I think it’s important to learn from your failures, but I think it’s even more important to focus and learn from your successes. I want to replicate success so I tend to focus on things that I have done well and figure out how to do them again. It’s important for people within an organization to know that they can make a mistake, but ultimately I don’t think we should spend too much time focusing on this.
What do you consider to be your greatest accomplishment to date? Do you think your “failures” along the way helped you to achieve it?
Still today, until Syndax proves itself to be a complete success, I think launching the oncology business at Rhone-Poulenc (now Sanofi Aventis) is my biggest accomplishment. Not only were we able to get a drug to patients but we were able to do it in a way that put now Sanofi-Aventis on the map in the oncology field. But this is slowly becoming overshadowed by the work that we are doing here at Syndax. In addition to that, I like to think I have a fairly balanced life and so I am just as proud of the achievement of raising two kids and seeing them develop into wonderful young adults as I am of my professional accomplishments.
Many people (women in particular), struggle with maintaining work-life balance. How have you managed to do this in the midst of launching and running a company? Do you have any advice to give to someone who is struggling with this in their own life?
We often spend a lot of time thinking about the team of people we need to be successful at work. I think you need to make sure you have the best team supporting you in other parts of your life as well. I spent a large part of my career running these businesses and raising two kids on my own. I remarried again about two years ago, which was wonderful, but for a long period of time I was single. So making sure that I had the right support network and team at home was key.
The other thing is I really encourage everybody to find something other than work that they feel passionate about. I don’t think it really matters what it is. It could be gardening, playing the flute, golf or some sort of volunteer work. I think you need to find something else that you feel so incredibly passionate about that you will find the time to do it, even though you don’t think you have another minute in the day, let alone an hour. That way you will automatically provide some balance in your life. Find something that you care about so deeply so that you will find the time to do it. For me, there is a particular class on Saturday morning at the gym that I absolutely won’t miss. Other than that, it’s volunteer work.
Do you have any advice for young entrepreneurs?
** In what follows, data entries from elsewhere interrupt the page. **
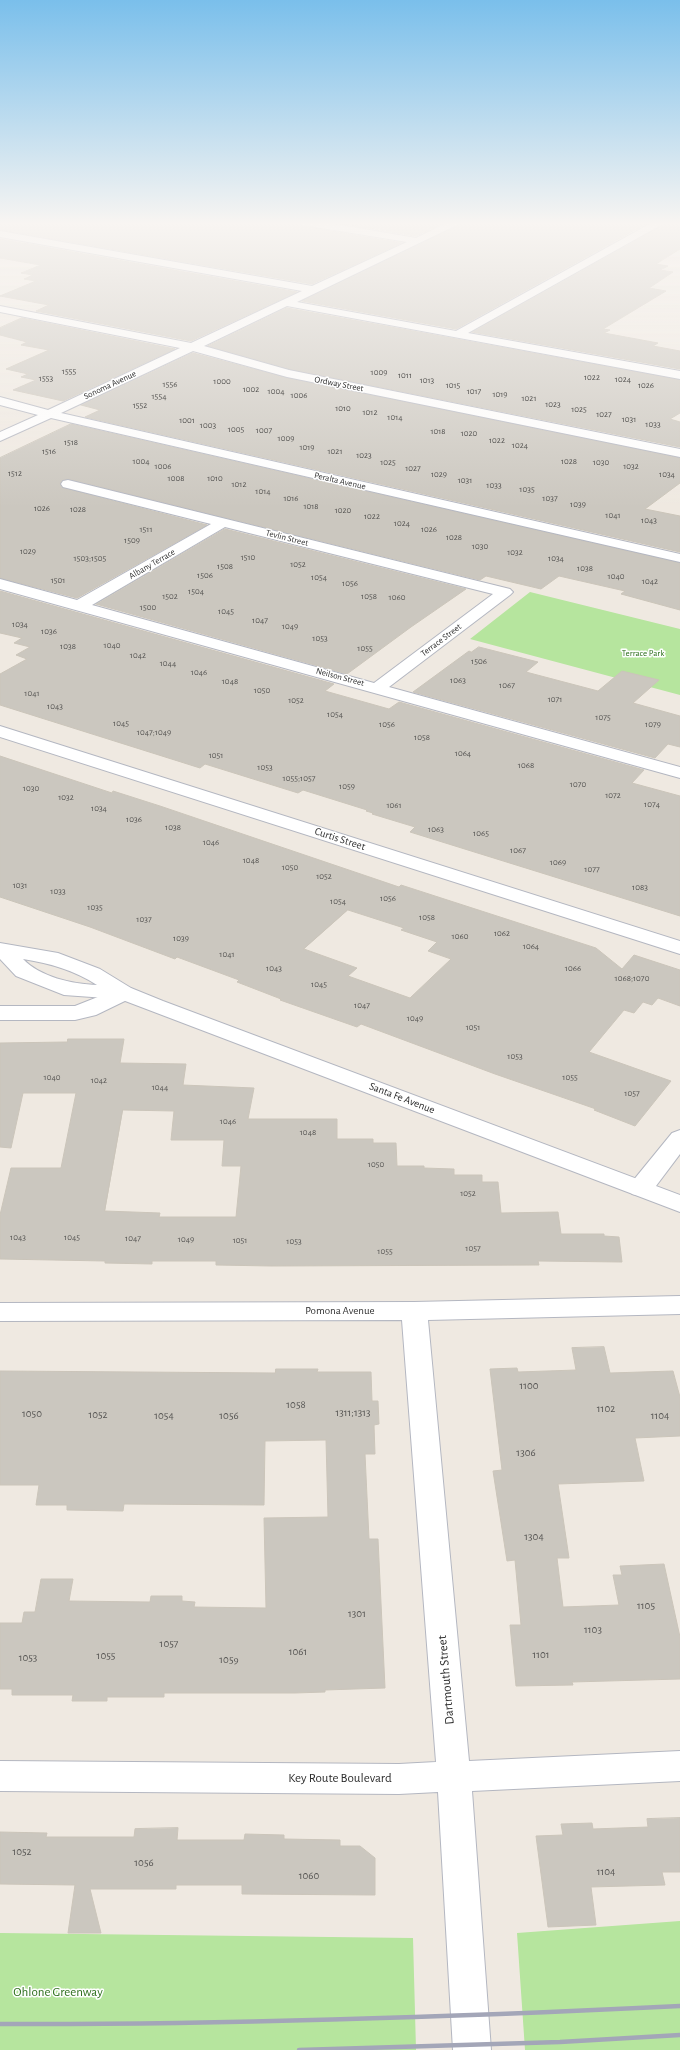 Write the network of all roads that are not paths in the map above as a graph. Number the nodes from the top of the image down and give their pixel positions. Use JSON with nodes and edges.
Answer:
{"nodes":[{"id":1,"x":39,"y":317,"type":"edge"},
{"id":2,"x":257,"y":317,"type":"edge"},
{"id":3,"x":362,"y":317,"type":"edge"},
{"id":4,"x":489,"y":317,"type":"edge"},
{"id":5,"x":458,"y":334,"type":"junction"},
{"id":6,"x":192,"y":347,"type":"junction"},
{"id":7,"x":680,"y":375,"type":"edge"},
{"id":8,"x":0,"y":402,"type":"edge"},
{"id":9,"x":50,"y":414,"type":"junction"},
{"id":10,"x":0,"y":437,"type":"edge"},
{"id":11,"x":680,"y":453,"type":"edge"},
{"id":12,"x":68,"y":484,"type":"dead end"},
{"id":13,"x":224,"y":522,"type":"junction"},
{"id":14,"x":680,"y":558,"type":"edge"},
{"id":15,"x":0,"y":584,"type":"edge"},
{"id":16,"x":505,"y":592,"type":"joint"},
{"id":17,"x":80,"y":605,"type":"junction"},
{"id":18,"x":377,"y":688,"type":"junction"},
{"id":19,"x":0,"y":731,"type":"edge"},
{"id":20,"x":680,"y":773,"type":"edge"},
{"id":21,"x":680,"y":948,"type":"edge"},
{"id":22,"x":1,"y":952,"type":"edge"},
{"id":23,"x":123,"y":993,"type":"junction"},
{"id":24,"x":0,"y":1013,"type":"edge"},
{"id":25,"x":680,"y":1138,"type":"edge"},
{"id":26,"x":641,"y":1188,"type":"junction"},
{"id":27,"x":680,"y":1204,"type":"edge"},
{"id":28,"x":680,"y":1305,"type":"edge"},
{"id":29,"x":414,"y":1311,"type":"junction"},
{"id":30,"x":0,"y":1312,"type":"edge"},
{"id":31,"x":680,"y":1766,"type":"edge"},
{"id":32,"x":0,"y":1776,"type":"edge"},
{"id":33,"x":454,"y":1777,"type":"junction"},
{"id":34,"x":472,"y":2050,"type":"edge"}],
"edges":[{"from":1,"to":6,"type":"street","name":"Ordway Street"},
{"from":2,"to":6,"type":"street","name":"Sonoma Avenue"},
{"from":3,"to":5,"type":"street"},
{"from":4,"to":5,"type":"street"},
{"from":5,"to":7,"type":"street"},
{"from":6,"to":9,"type":"street","name":"Sonoma Avenue"},
{"from":6,"to":11,"type":"street","name":"Ordway Street"},
{"from":8,"to":9,"type":"street","name":"Peralta Avenue"},
{"from":9,"to":10,"type":"street","name":"Sonoma Avenue"},
{"from":9,"to":14,"type":"street","name":"Peralta Avenue"},
{"from":12,"to":13,"type":"street","name":"Tevlin Street"},
{"from":13,"to":16,"type":"street","name":"Tevlin Street"},
{"from":13,"to":17,"type":"street","name":"Albany Terrace"},
{"from":15,"to":17,"type":"street","name":"Neilson Street"},
{"from":16,"to":18,"type":"street","name":"Terrace Street"},
{"from":17,"to":18,"type":"street","name":"Neilson Street"},
{"from":18,"to":20,"type":"street","name":"Neilson Street"},
{"from":19,"to":21,"type":"street","name":"Curtis Street"},
{"from":22,"to":23,"type":"street","name":"Santa Fe Avenue"},
{"from":23,"to":24,"type":"street"},
{"from":23,"to":26,"type":"street","name":"Santa Fe Avenue"},
{"from":25,"to":26,"type":"street"},
{"from":26,"to":27,"type":"street","name":"Santa Fe Avenue"},
{"from":28,"to":29,"type":"street","name":"Pomona Avenue"},
{"from":29,"to":30,"type":"street","name":"Pomona Avenue"},
{"from":29,"to":33,"type":"street","name":"Dartmouth Street"},
{"from":31,"to":33,"type":"street","name":"Key Route Boulevard"},
{"from":32,"to":33,"type":"street","name":"Key Route Boulevard"},
{"from":33,"to":34,"type":"street","name":"Dartmouth Street"}]}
Focus on your skills; focus on the things that you’re really good at and make your heart sing and think about that as the driver for what you’re going to do. For example, for me building things has always been a passion of mine, whether it’s within a company or the volunteer work that I do. Find that, and only after you’ve done that, should you start focusing on the skill sets that you are somewhat deficient in. Then think about how you can overcome them – for example, by partnering with someone who is strong in the area you are somewhat deficient in. I think sometimes people spend too much time worrying about the things they don’t do well, where really what you should be doing is building on the successes that you have. That comes back to the conversation on failures and successes. I’m a big proponent of focusing on your successes.